Spatial Planning and Geometric Optimization: Combining Configuration Space and Energy Methods
In this paper, we propose a symbolic-numerical algorithm for collision-free placement and motion of an object avoiding collisions with obstacles. The algorithm is based on the combination of configuration space and energy approaches. According to the configuration space approach, the position and orientation of the geometric object to be moved or placed is represented as an individual point in a configuration space, in which each coordinate represents a degree of freedom in the position or orientation of this object. The configurations which, due to the presence of obstacles, are forbidden to the object, can be characterized as regions in this configuration space called configuration space obstacles.
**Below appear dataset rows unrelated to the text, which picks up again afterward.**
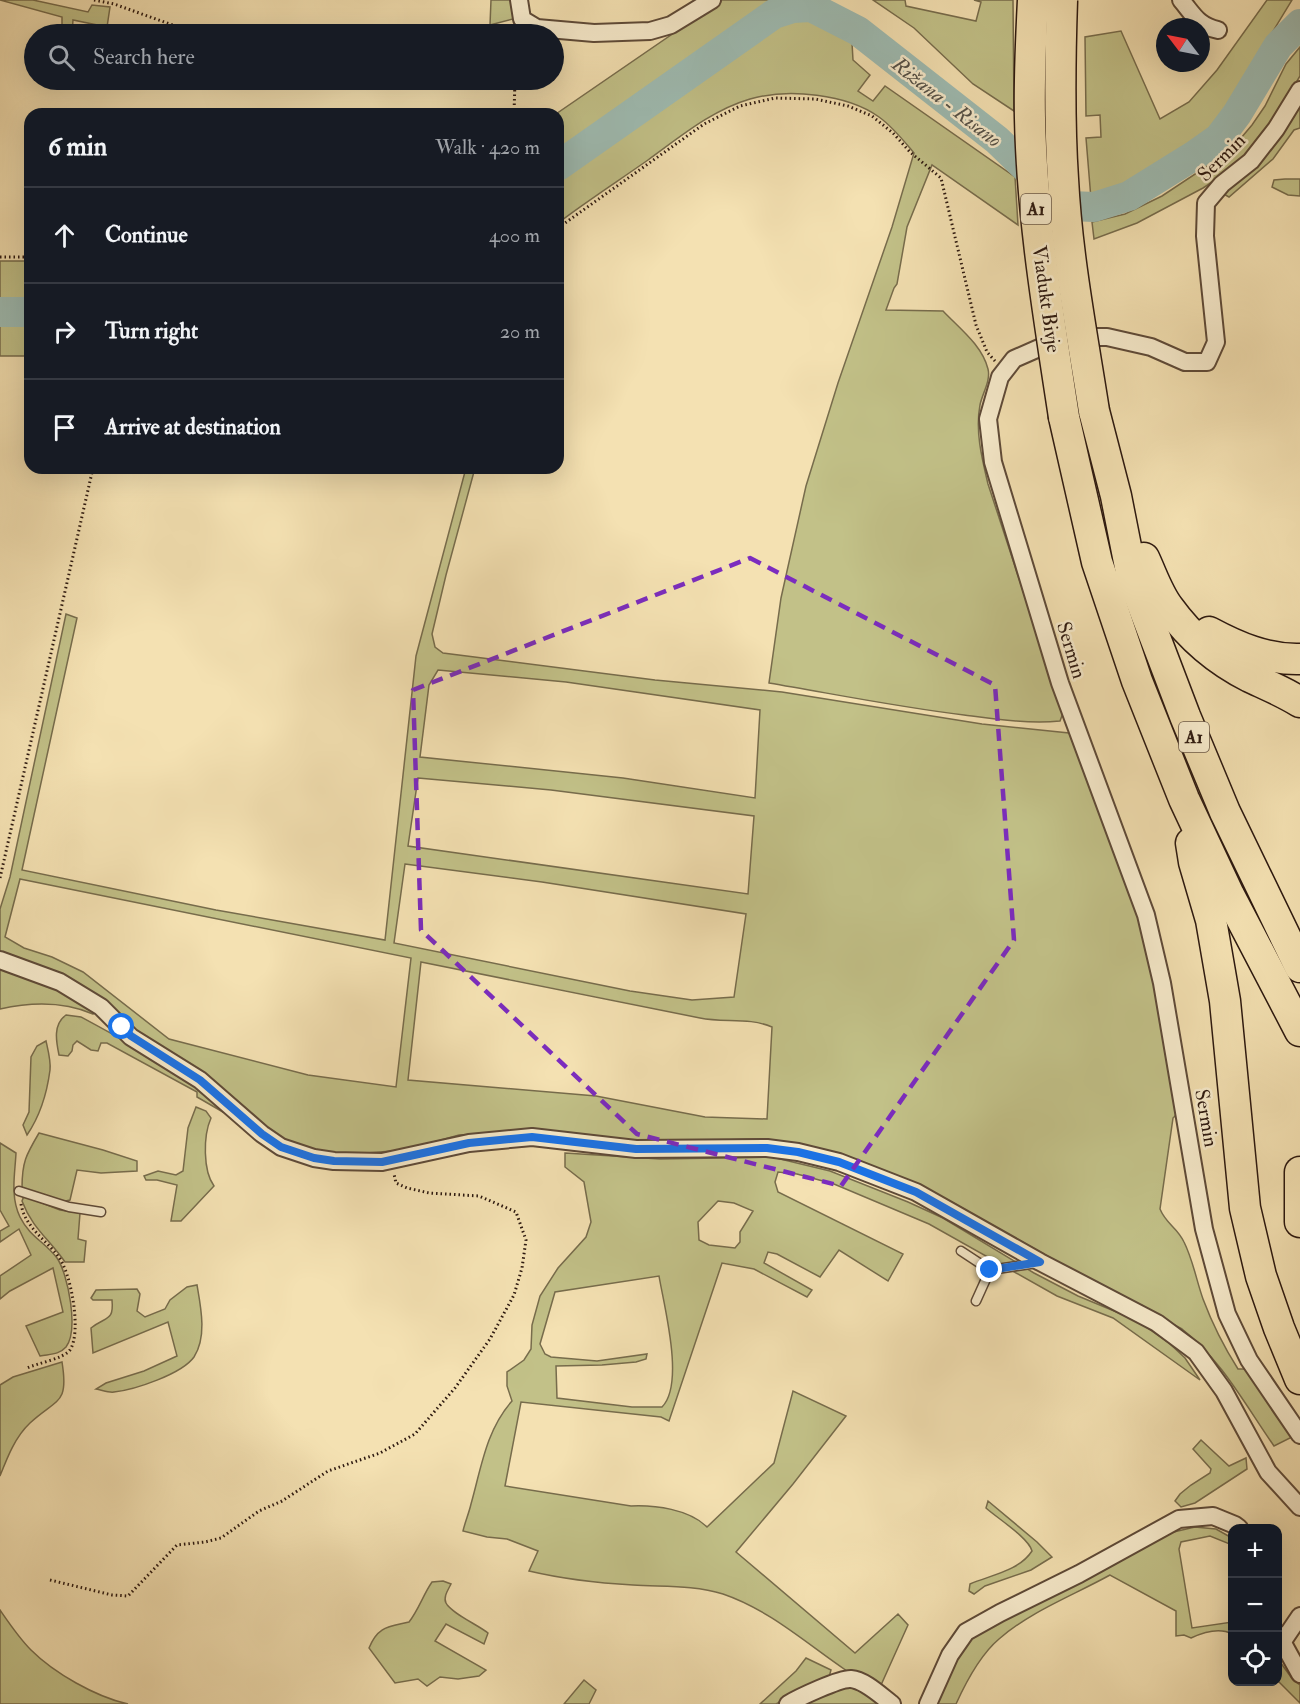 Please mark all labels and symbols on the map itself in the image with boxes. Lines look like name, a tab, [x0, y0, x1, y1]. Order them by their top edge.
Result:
north arrow	[1156, 18, 1210, 72]
water label: Rižana - Risano	[886, 50, 1007, 154]
street label: Sermin	[1192, 128, 1251, 187]
road number: A1	[1021, 194, 1051, 224]
street label: Viadukt Bivje	[1027, 244, 1066, 354]
street label: Sermin	[1051, 619, 1092, 682]
road number: A1	[1179, 722, 1209, 752]
route start	[108, 1013, 134, 1039]
street label: Sermin	[1189, 1087, 1224, 1149]
route end	[976, 1256, 1002, 1282]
As will be demonstrated, configuration space obstacles can be computed symbolically using quantifier elimination over the reals and represented by polynomial inequalities. We propose to use the functional representation of semi-algebraic point sets defined by such inequalities, so-called R-functions, to describe nonlinear geometric objects in the configuration space. The potential field defined by R-functions can be used to “move” objects in such a way as to avoid collisions. Introducing the additional function, which forces the object towards the goal position, we reduce the problem of finding collision free path to a solution of the Newton’s equations, which describes the motion of a body in the field produced by the superposition of “attractive” and “repulsive” forces. These equations can be solved iteratively in a computationally efficient manner. Furthermore, we investigate the differential properties of R-functions in order to construct a suitable superposition of attractive and repulsive potentials.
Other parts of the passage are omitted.